* _GIVEN INFORMATION_
--- START ---

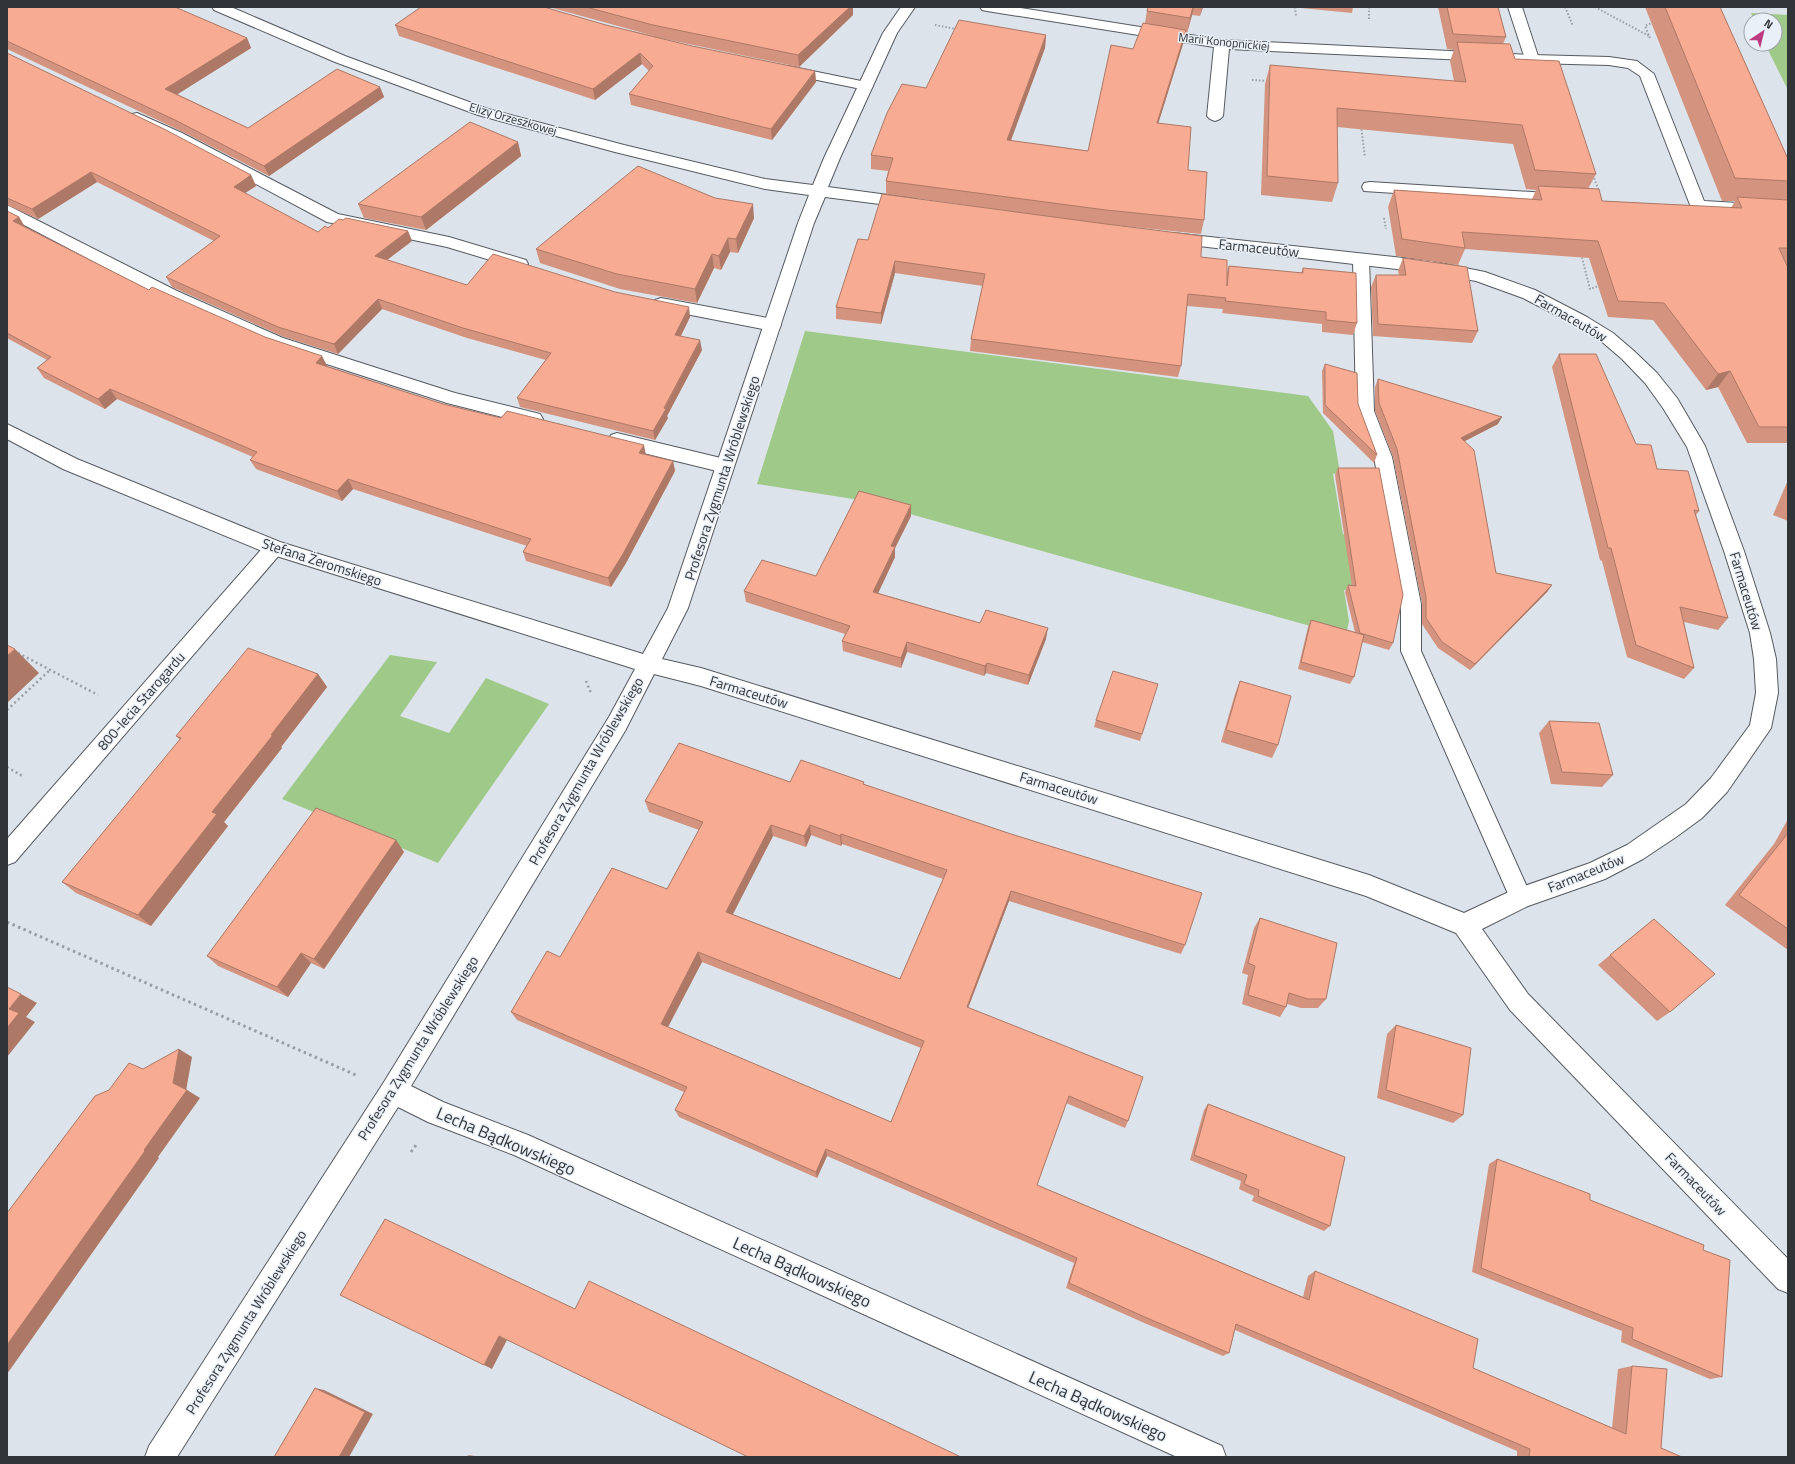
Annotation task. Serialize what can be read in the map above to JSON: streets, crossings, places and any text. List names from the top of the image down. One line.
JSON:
{"streets":{"street":["Marii Konopnickiej","Elizy Orzeszkowej","Farmaceutów","Profesora Zygmunta Wróblewskiego","Stefana Żeromskiego","Lecha Bądkowskiego"],"lane":["800-lecia Starogardu"]},"crossings":[["Elizy Orzeszkowej","Profesora Zygmunta Wróblewskiego"],["Farmaceutów","Profesora Zygmunta Wróblewskiego"],["Farmaceutów","Stefana Żeromskiego"],["Profesora Zygmunta Wróblewskiego","Stefana Żeromskiego"],["Profesora Zygmunta Wróblewskiego","Lecha Bądkowskiego"],["Stefana Żeromskiego","800-lecia Starogardu"]],"north":"top right"}
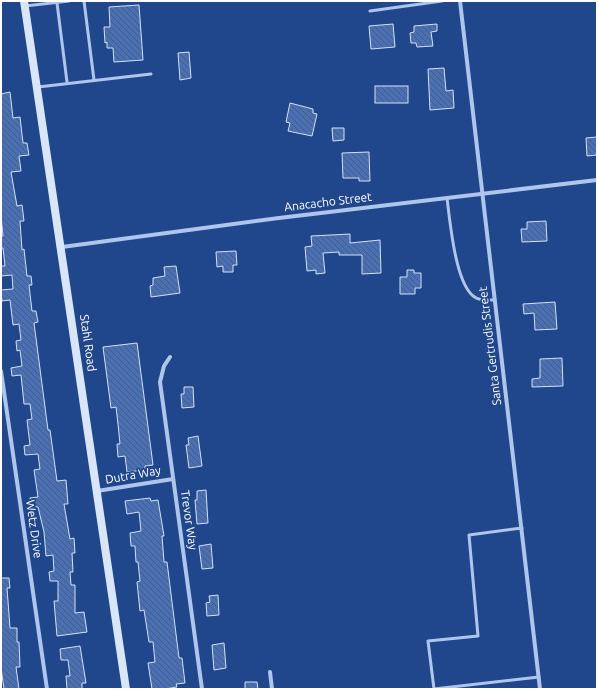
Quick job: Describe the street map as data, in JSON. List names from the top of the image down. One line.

--- END ---

* _WHAT TO DO_
Scan the listing and report each line where the word "from" shows up.

* _TASK OUTPUT_
Annotation task. Serialize what can be read in the map above to JSON: streets, crossings, places and any text. List names from the top of the image down. One line.
Quick job: Describe the street map as data, in JSON. List names from the top of the image down. One line.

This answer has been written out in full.